Diffusion and viscosity coefficient in Lennard-Jones fluids: excess entropy scaling law

Abstract

We investigated the proportional relationship between the diffusion coefficient and the viscosity coefficient and excess entropy in Lennard-Jones fluids. Based on the theoretical basis of Dzugutov and Bell et al., we came up with a new expression. Using molecular dynamics simulation to calculate the radial distribution function (RDF), the reduced diffusion coefficient D* and the reduced shear viscosity coefficient η* in the state of reduced density ρ* = 0.5 and the reduced temperature range of 1 ≤ T* ≤ 2.8. The two body excess entropy S2 was calculated from RDF. The results showed that the reduced diffusion coefficient and the reduced viscosity coefficient and the excess entropy present the exponential scaling behaviour.
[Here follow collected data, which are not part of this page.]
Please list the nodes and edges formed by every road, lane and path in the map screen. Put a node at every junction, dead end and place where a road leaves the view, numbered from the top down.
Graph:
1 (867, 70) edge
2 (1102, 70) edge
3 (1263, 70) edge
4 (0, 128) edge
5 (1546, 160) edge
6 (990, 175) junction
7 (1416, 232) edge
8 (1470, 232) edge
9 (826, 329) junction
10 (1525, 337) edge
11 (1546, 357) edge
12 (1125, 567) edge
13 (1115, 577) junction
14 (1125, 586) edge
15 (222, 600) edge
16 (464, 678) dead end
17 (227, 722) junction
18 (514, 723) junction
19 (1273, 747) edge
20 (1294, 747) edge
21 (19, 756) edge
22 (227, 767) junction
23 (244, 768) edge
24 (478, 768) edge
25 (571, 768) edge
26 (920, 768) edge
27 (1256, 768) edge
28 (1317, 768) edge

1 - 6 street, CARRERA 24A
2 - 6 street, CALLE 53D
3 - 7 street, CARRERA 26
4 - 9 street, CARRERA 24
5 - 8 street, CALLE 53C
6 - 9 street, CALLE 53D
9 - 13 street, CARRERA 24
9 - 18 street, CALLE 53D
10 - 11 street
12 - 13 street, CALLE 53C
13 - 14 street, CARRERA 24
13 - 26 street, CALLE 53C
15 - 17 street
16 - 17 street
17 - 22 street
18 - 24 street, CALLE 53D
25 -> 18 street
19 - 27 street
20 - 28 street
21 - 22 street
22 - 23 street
Our results supported the notion put forth by Dzugutov and Bell et al. but had different adjust parameters. The dependence of the reduced diffusion coefficient on the reduced temperature are also explored, they qualitatively exhibited a 2/3 power function relationship. In addition, we have quantitatively calculated the relation schema of ln(η*)-ln(D*/T*) in Lennard-Jones fluids that with LJ potential (n = 12) without considering the influence of the packing fraction and found that the reduced diffusion coefficient and reduced viscosity satisfy the new Stokes–Einstein relationship proposed by Ohtori et al.